I thinks it’s going to be difficult to know either way. Steroids are such potent things and I think many are more sensitive to their effects especially with long term use. I have a terrible feeling once a gland has become impacted it can’t just return to its original state without intervention and therein lies the problem, but the body can learn to adapt around it which may give some symptom relief.
I can appreciate why you would be reluctant to change your Levothyroxine dose. I hope you work it out and do report back to help any one else experiencing the same.
Whilst on hydrocortisone for the adrenal insufficiency, I tapered off the steroid-based asthma inhaler. I could do that as my asthma is so mild. I still take montelukast and fexofenadine, as my asthma is triggered by environmental allergens. My respiratory consultant is not impressed by this at all, but I figure the adrenal insufficiency is a far greater threat to my life than my very mild asthma, something he really doesn't get his head around.
As well as the hydrocortisone, I also took DHEA as my DHEA level dropped below the reference range when the adrenal insufficiency kicked in. DHEA supplementation is controversial. Some endo's recommend it for all adrenal insufficiency patients, others don't recommend it at all. The science behind DHEA appears pretty clear for females (although there are risks with taking too much), but it is far less clear for males. As a male, I took it, but suspect it is causing some issues (it's very hard to know for sure), so have tapered off DHEA supplementation again, back down to zero today.

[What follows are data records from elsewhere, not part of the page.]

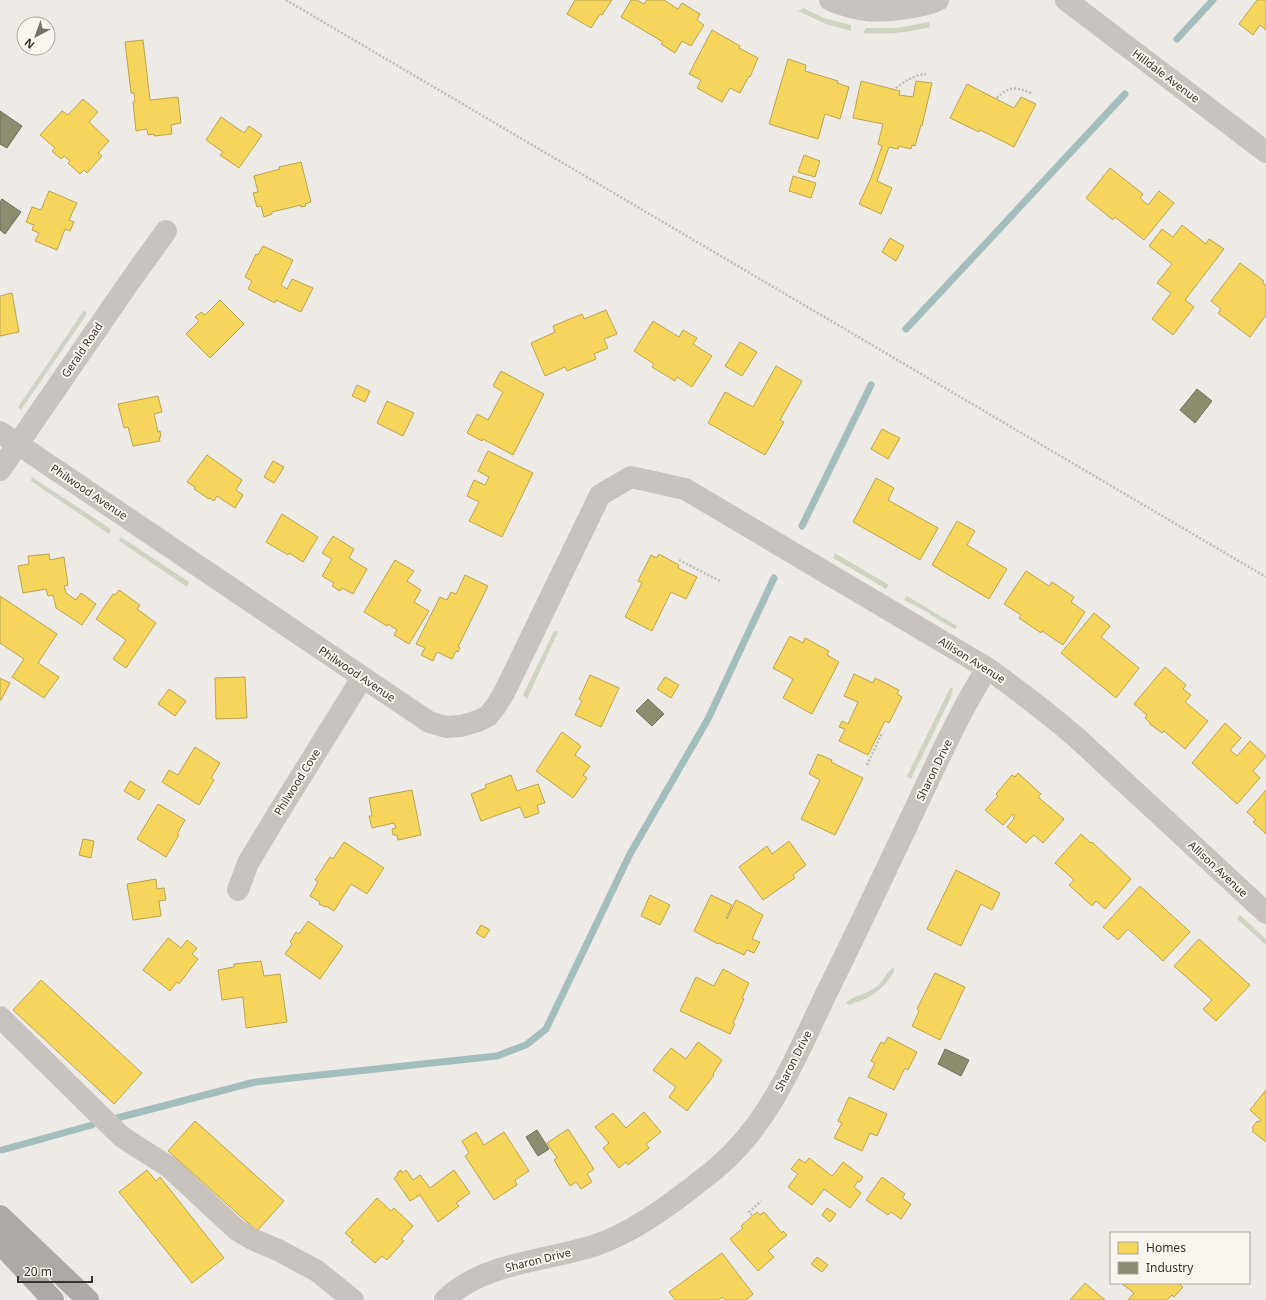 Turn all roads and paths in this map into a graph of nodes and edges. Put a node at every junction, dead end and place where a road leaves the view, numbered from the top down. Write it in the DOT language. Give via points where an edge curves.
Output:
graph roads {
  1 [pos="286,0"];
  2 [pos="830,0"];
  3 [pos="938,0"];
  4 [pos="1066,0"];
  5 [pos="926,74"];
  6 [pos="896,88"];
  7 [pos="1033,94"];
  8 [pos="997,98"];
  9 [pos="1266,152"];
  10 [pos="166,231"];
  11 [pos="9,438"];
  12 [pos="0,470"];
  13 [pos="631,477"];
  14 [pos="679,560"];
  15 [pos="1266,577"];
  16 [pos="720,581"];
  17 [pos="987,668"];
  18 [pos="362,678"];
  19 [pos="879,734"];
  20 [pos="867,765"];
  21 [pos="238,890"];
  22 [pos="1266,913"];
  23 [pos="0,1016"];
  24 [pos="761,1201"];
  25 [pos="752,1215"];
  26 [pos="0,1216"];
  27 [pos="0,1243"];
  28 [pos="53,1300"];
  29 [pos="88,1300"];
  30 [pos="353,1300"];
  31 [pos="445,1300"];
  1 -- 15 [label="path"];
  2 -- 3 [label="street" via="860,10 877,10 896,9"];
  4 -- 9 [label="street, Hilldale Avenue"];
  5 -- 6 [label="path" via="914,76"];
  7 -- 8 [label="path" via="1016,88 1003,92"];
  10 -- 11 [label="street, Gerald Road"];
  11 -- 12 [label="street, Gerald Road"];
  11 -- 18 [label="street, Philwood Avenue"];
  13 -- 17 [label="street, Allison Avenue" via="684,489"];
  13 -- 18 [label="street, Philwood Avenue" via="600,495 504,692 488,716 461,726 446,727 429,722"];
  14 -- 16 [label="path"];
  17 -- 22 [label="street, Allison Avenue" via="1077,738"];
  17 -- 31 [label="street, Sharon Drive" via="963,710 780,1088 740,1145 721,1164 663,1210 629,1230 598,1244 476,1278 463,1284"];
  18 -- 21 [label="street, Philwood Cove" via="276,815 248,863"];
  19 -- 20 [label="path" via="881,735"];
  23 -- 30 [label="street" via="122,1137 169,1167 237,1230 317,1271"];
  24 -- 25 [label="path" via="749,1212"];
  26 -- 29 [label="highway"];
  27 -- 28 [label="highway"];
} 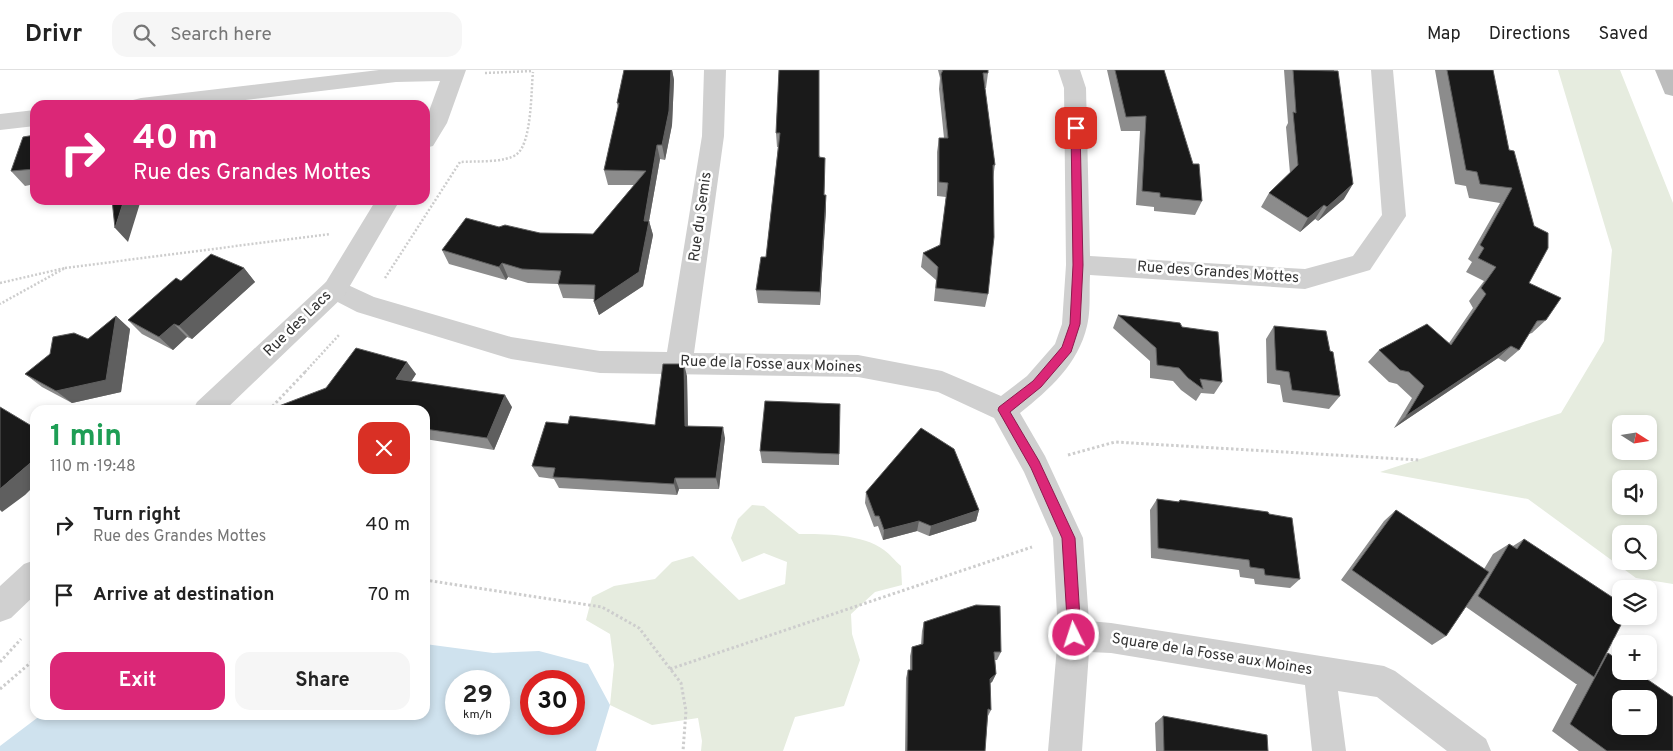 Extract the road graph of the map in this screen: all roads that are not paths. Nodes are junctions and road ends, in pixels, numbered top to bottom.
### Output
1 (716, 70) edge
2 (1069, 70) edge
3 (1382, 70) edge
4 (1666, 70) edge
5 (454, 72) edge
6 (1673, 89) edge
7 (184, 100) edge
8 (30, 119) edge
9 (0, 122) edge
10 (430, 132) edge
11 (385, 205) edge
12 (1078, 265) junction
13 (335, 289) junction
14 (679, 362) junction
15 (212, 405) edge
16 (1004, 410) junction
17 (30, 579) edge
18 (0, 607) edge
19 (1074, 635) junction
20 (1320, 672) junction
21 (1064, 751) edge
22 (1329, 751) edge
23 (1474, 751) edge

1 - 14 street, Rue du Semis
2 - 12 street
3 - 12 street, Rue des Grandes Mottes
4 - 6 main road
5 - 7 street
5 - 10 street
8 - 9 street
11 - 13 street, Rue des Lacs
12 - 16 street
13 - 14 street, Rue de la Fosse aux Moines
13 - 15 street, Rue des Lacs
14 - 16 street, Rue de la Fosse aux Moines
16 - 19 street
17 - 18 street
19 - 20 street, Square de la Fosse aux Moines
19 - 21 street
20 - 22 street, Square de la Fosse aux Moines
20 - 23 street, Square de la Fosse aux Moines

Having stopped using the steroid-based asthma inhaler, my cortisol response has improved (more than seven-fold so far). I have (with endo approval) been tapering the hydrocortisone, so far to slightly below physiological dose, to reduce suppression of the HPA axis, and hence to encourage further improvement in my cortisol response. If all goes well, I hope to be off the hydrocortisone and back to an early morning cortisol level of 450nmol/L (which would be a nearly 12 fold increase) within another year. There are still some unknowns, so nothing is certain. As the adrenals recover, I am hoping my DHEA production will also recover (there is supposedly a lag, but there is very little information available about this), so my next blood test will be interesting now that I have stopped supplementing DHEA.
I have found that adrenal insufficiency has made my hypothyroid symptoms worse (or they happened to get worse for another reason whilst I have adrenal insufficiency), and as a result have (with endo approval) increased my very low dose of levothyroxine from 37.5mcg/day to 50mcg/day, then to 75mcg/day, and then to 100mcg/day. I will see what the result of my next blood test is before doing so, but suspect that a further increase to 125mcg/day might be necessary.
If things go to plan and I manage to recover my cortisol production fully, I may then try the Alvesco asthma inhaler to see if that clears the mild asthma, but if I do that I will make sure to monitor my cortisol level in case Alvesco starts to do what Seretide did.
During this "journey", I switched from the NHS endo in whose "care" I didn't feel safe, to a private endo who came highly recommended. They are like chalk and cheese! Whilst still officially on the books of both the NHS endo and the NHS respiratory consultant, I am doing my best to avoid both of them until I am confident that my adrenals have recovered.